(Recorded data)

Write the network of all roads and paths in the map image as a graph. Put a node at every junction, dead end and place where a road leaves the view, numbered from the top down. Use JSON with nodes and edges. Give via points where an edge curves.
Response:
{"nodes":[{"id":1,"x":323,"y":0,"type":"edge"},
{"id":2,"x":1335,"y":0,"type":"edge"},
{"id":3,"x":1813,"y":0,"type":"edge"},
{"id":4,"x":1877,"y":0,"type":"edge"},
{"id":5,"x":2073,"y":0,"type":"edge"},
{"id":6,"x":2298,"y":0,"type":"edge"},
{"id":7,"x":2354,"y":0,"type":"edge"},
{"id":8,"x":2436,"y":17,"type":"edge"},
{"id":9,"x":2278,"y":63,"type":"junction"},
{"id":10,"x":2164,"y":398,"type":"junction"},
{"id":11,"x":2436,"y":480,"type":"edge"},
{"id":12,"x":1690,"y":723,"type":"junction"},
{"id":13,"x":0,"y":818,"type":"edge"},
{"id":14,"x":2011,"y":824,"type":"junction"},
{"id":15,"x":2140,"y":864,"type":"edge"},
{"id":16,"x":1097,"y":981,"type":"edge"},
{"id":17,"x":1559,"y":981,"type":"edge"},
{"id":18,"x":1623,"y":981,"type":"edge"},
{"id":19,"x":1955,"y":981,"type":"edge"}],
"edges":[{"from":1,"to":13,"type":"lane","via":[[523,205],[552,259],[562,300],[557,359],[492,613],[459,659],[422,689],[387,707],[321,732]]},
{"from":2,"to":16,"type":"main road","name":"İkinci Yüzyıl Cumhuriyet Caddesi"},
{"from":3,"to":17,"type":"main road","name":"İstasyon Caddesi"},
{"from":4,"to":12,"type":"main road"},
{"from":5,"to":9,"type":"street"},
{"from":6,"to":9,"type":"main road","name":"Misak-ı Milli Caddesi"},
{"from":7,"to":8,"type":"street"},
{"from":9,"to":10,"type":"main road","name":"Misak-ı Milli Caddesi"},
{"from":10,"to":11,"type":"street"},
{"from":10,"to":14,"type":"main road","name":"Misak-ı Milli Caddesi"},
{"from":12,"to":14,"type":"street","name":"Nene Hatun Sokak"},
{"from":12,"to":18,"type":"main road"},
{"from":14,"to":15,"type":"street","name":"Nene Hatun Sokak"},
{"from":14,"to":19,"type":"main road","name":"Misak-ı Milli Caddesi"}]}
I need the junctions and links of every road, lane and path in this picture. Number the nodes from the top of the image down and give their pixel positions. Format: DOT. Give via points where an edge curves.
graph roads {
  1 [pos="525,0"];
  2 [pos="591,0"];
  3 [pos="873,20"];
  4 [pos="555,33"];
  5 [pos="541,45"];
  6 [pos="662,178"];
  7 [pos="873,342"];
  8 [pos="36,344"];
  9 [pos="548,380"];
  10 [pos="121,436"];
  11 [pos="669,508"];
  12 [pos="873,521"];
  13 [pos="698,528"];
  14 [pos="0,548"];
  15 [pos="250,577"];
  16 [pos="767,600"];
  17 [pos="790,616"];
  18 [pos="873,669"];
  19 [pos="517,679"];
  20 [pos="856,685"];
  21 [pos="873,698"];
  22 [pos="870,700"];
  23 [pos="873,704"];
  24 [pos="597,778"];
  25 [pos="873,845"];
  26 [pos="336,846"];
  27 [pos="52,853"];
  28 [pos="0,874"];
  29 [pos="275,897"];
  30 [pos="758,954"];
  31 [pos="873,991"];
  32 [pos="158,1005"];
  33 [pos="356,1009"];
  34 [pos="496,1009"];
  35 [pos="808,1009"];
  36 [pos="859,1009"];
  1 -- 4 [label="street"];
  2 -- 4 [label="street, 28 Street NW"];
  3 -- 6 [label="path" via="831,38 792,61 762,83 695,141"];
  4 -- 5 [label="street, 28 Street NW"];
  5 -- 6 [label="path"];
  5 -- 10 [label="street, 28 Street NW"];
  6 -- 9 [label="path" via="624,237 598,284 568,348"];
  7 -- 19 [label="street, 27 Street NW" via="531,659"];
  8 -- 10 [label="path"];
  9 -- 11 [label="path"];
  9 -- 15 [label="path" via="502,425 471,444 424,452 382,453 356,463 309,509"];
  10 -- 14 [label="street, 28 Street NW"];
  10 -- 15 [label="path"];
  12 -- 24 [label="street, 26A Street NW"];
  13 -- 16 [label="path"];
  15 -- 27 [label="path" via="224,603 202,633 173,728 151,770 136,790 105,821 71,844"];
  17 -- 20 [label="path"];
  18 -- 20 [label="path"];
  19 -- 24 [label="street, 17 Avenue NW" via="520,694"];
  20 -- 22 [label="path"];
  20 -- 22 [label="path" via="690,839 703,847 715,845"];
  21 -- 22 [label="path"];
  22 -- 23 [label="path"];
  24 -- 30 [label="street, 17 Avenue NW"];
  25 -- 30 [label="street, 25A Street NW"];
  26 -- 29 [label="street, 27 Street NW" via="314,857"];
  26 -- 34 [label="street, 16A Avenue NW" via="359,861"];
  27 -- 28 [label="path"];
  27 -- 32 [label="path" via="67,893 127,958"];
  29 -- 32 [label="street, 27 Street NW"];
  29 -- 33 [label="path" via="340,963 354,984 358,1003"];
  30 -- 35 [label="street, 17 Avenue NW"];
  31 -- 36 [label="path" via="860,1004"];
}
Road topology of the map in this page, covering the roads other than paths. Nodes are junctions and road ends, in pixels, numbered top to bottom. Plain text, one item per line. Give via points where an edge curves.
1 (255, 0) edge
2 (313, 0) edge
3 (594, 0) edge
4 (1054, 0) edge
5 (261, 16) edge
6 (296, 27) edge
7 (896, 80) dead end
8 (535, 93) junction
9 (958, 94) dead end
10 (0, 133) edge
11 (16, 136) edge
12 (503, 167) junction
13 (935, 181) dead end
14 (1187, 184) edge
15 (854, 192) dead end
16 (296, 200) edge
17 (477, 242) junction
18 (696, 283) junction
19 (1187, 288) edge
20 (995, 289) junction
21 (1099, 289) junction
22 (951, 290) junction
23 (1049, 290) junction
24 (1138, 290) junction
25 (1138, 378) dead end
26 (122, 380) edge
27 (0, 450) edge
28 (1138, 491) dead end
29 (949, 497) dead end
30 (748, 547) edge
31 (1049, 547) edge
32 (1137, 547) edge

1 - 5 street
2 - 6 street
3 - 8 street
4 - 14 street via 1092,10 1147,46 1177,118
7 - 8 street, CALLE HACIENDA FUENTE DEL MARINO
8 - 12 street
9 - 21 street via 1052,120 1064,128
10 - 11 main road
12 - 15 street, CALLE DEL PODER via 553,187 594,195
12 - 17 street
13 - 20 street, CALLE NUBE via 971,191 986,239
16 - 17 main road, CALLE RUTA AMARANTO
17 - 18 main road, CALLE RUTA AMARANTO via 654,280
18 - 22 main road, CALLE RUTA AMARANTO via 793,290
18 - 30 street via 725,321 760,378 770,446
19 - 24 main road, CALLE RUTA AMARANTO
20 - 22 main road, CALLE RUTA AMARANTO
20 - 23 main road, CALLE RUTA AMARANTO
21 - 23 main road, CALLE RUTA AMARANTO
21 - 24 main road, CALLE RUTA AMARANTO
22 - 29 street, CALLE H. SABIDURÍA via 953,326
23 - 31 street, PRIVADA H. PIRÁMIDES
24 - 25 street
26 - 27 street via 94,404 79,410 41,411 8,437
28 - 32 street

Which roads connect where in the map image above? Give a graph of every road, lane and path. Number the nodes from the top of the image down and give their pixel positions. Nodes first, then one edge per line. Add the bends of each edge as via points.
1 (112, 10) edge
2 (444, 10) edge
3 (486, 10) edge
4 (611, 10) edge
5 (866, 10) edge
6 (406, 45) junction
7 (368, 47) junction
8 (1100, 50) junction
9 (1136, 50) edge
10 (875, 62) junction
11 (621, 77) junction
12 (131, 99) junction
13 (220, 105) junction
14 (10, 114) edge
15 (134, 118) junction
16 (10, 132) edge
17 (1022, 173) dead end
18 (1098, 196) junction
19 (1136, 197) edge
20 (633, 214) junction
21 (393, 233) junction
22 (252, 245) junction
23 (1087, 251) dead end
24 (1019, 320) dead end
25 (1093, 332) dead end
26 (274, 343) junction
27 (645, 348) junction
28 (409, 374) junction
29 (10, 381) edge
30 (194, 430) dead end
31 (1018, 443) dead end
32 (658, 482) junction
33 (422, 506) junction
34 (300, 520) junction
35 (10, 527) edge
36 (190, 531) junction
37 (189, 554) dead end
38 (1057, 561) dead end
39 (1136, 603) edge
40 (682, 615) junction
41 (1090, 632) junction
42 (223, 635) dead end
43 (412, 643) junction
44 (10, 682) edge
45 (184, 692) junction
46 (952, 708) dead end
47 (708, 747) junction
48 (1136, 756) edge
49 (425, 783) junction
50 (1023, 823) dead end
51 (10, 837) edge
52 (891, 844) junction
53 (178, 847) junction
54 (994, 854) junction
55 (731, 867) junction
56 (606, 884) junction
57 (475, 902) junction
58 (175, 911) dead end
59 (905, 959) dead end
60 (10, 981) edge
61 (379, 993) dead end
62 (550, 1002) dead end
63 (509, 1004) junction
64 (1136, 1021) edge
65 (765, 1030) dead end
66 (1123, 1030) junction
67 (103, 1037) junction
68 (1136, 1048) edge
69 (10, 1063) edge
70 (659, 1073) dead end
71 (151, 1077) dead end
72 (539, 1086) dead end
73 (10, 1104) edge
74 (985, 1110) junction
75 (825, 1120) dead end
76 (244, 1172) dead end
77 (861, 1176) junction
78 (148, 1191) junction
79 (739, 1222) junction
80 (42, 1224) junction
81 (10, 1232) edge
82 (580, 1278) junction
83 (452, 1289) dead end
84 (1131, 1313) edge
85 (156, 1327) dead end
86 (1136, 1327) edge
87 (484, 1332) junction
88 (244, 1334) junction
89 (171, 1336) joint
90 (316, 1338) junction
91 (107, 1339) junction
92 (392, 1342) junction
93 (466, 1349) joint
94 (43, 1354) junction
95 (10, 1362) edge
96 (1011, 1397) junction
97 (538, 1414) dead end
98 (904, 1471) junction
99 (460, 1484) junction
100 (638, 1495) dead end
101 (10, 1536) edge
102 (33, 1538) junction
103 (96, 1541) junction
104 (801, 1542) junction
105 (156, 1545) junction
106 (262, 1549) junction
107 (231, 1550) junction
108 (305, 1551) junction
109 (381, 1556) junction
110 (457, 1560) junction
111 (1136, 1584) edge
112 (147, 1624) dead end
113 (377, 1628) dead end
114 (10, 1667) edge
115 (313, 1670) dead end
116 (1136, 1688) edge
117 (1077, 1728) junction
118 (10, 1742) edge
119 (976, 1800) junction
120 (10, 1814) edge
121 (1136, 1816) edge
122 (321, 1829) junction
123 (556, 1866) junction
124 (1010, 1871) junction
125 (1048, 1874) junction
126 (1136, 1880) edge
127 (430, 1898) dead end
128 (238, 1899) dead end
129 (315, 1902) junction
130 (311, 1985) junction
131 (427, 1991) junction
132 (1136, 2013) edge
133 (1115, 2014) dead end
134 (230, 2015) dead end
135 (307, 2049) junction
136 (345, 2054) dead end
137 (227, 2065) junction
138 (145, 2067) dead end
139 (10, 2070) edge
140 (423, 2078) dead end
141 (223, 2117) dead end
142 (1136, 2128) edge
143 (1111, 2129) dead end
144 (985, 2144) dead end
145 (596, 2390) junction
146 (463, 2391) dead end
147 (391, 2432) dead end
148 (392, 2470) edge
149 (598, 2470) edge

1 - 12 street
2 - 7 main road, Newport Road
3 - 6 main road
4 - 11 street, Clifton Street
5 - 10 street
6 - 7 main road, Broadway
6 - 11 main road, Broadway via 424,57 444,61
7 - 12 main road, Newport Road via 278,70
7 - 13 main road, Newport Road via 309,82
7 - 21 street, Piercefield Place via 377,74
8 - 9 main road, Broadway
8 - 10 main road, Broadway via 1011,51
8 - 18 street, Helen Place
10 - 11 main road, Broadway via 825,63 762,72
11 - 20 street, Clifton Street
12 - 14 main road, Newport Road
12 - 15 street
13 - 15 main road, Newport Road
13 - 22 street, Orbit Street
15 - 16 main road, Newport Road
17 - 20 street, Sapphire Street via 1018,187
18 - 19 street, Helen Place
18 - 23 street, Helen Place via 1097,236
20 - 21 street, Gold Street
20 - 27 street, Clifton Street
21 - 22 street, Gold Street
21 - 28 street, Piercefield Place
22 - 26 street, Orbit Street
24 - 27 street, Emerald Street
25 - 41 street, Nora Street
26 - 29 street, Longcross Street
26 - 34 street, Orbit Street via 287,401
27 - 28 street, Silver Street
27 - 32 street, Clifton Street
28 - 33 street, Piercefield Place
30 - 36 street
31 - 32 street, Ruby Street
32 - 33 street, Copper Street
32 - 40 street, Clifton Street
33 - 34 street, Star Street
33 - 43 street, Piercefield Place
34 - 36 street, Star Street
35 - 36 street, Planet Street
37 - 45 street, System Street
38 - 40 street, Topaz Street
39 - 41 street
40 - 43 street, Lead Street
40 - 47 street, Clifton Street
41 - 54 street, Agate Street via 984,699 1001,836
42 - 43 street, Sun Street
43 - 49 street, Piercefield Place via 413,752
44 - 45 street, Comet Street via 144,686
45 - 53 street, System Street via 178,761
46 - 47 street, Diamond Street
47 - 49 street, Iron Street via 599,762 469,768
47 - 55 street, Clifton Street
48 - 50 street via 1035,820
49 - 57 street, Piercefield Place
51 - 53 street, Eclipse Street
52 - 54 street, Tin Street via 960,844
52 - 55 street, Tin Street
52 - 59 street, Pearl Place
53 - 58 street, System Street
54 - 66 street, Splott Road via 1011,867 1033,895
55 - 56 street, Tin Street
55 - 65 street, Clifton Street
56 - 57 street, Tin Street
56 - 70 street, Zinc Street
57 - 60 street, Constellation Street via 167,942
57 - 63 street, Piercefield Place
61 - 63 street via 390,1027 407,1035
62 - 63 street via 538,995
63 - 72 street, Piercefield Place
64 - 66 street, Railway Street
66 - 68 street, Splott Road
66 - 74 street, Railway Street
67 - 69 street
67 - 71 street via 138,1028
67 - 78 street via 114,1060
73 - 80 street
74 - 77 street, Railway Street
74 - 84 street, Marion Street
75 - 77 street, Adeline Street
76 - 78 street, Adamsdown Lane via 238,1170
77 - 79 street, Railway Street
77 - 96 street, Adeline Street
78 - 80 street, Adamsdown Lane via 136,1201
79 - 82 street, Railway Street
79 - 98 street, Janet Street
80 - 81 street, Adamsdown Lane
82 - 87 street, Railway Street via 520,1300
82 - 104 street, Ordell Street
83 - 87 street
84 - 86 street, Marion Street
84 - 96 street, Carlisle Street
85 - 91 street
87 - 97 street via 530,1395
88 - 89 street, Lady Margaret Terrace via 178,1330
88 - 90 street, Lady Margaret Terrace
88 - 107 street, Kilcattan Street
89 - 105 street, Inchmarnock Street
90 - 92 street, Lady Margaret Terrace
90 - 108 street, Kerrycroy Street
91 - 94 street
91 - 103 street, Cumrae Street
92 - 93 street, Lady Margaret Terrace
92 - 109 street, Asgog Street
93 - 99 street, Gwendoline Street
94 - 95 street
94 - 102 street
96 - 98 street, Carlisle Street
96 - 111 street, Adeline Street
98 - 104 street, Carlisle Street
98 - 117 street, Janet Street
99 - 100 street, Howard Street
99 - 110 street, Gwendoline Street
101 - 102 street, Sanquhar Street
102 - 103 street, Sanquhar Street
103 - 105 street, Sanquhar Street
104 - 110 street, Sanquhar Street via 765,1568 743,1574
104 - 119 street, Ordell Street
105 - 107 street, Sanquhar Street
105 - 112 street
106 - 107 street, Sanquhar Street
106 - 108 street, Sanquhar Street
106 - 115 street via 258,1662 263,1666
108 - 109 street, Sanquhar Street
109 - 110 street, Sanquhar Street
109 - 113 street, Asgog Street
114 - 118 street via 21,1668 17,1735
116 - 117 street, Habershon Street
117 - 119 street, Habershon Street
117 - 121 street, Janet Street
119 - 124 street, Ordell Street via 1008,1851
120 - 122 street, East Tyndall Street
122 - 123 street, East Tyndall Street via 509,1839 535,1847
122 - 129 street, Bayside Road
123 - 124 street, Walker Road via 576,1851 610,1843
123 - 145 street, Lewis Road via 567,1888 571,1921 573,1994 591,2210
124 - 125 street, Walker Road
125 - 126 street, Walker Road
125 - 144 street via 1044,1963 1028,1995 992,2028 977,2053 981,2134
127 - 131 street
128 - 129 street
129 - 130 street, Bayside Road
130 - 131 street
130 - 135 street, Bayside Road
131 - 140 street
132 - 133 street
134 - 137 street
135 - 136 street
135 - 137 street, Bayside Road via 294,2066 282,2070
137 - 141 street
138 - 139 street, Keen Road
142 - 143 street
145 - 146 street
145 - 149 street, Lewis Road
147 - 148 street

*What you will do*:
Could you find each line in the entries that contains the string "Nene" and copy it?

*Answer space*:
{"from":12,"to":14,"type":"street","name":"Nene Hatun Sokak"},
{"from":14,"to":15,"type":"street","name":"Nene Hatun Sokak"},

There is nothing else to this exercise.